Like many Panahi pictures (and many celebrated Iranian pictures), It Was Just an Accident is a road picture, of a sort. Most of the action takes place in and around a car as Vahid visits with fellow former prisoners and gathers them into his van as he moves onto the next location and the next tough conversation with another person who wants retribution. Along the way we meet the photographer Shiva (Mariam Afshari), the bride-to-be Goli (Hadis Pakbaten), her fiance Ali (Majid Panahi), and Shiva’s former boyfriend, Hamid (Mohammad Ali Elyasmehr). There are elements of Panahi’s own Taxi (2015), which follows a taxi driver and the deep conversations he has with the various people he picks up throughout the film, as well as Abbas Kiarostami’s road pictures, including the Koker trilogy film Through the Olive Trees (1994).
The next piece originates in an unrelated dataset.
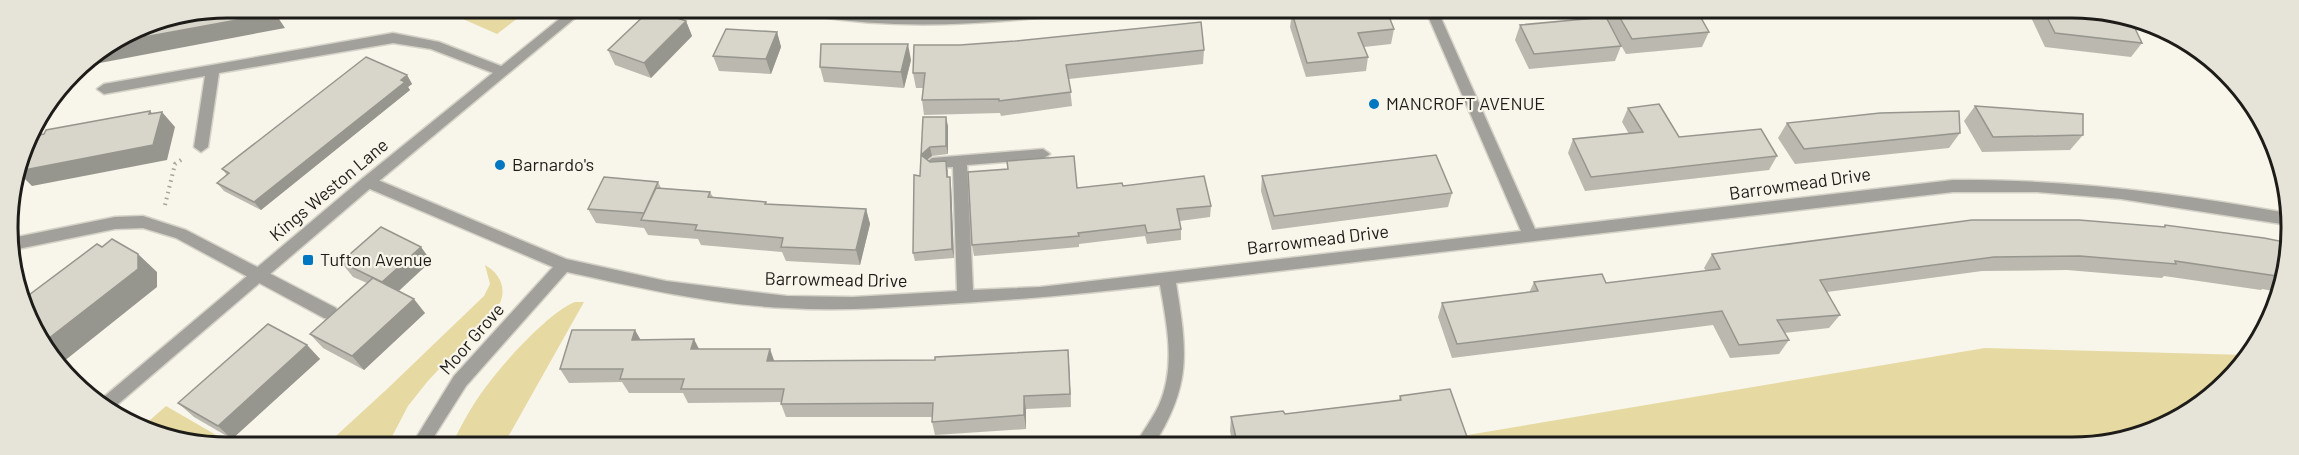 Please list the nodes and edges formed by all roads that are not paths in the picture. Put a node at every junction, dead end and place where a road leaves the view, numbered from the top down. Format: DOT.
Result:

The bickering couple of Goli and Ali even recalls the engaged couple of that film, such that it almost seems a deliberate reference (Panahi was Kiarostami’s assistant director on that picture).
The narrative is something of a picaresque, as when we meet these characters, we’re pulled into their domestic disputes which act as distinct episodes. The topic always circles back to what Peg Leg has done, the ruin he has wrought on these people, with intense conversations about what is justified and even what is practical now that Vahid has kidnapped the man in the first place. It all leads to an intense, frenzied interrogation sequence to end the film that’s likely the scene of the year. The moral intensity of It Was Just an Accident is exhausting and illuminating by film’s end, but the journey there is not all darkness. Much of the film is hilarious as we watch the characters clash with each other in clumsy, emotional ways or see the characters run up against the more petty abuses of the Iranian governmental and social system, such as when Vahid has to bribe two security guards. When he tells them he doesn’t carry cash, they don’t miss a beat, pulling out a card reader so he can make a bribe at his own convenience.
The seething anger at the heart of the film is fuelled by Panahi’s own artistic battle against the Iranian authorities, who have sought to imprison him and ban him from filmmaking over the years—all for nought. But Panahi is too clever and too interested in people to let the film wallow in its righteous anger. Rather, Panahi’s own passion fuels the characters’, the precision of his filmmaking steering the clarity of the storytelling. It Was Just an Accident becomes Panahi’s passionate statement on the moral impossibility of satisfying retribution, and his indictment of his home that he loves so dearly.
9 out of 10
It Was Just an Accident (2025, Iran/France/Luxembourg)
Written and directed by Jafar Panahi; starring Vahid Mobasseri, Mariam Afshari, Ebrahim Azizi, Hadis Pakbaten, Majid Panahi, Mohamad Ali Elyasmehr, Delnaz Najafi, Afssaneh Najmabadi, Georges Hashemzadeh.
Jafar Panahi’s brilliant thriller is a personal, seething indictment of the Iranian regime.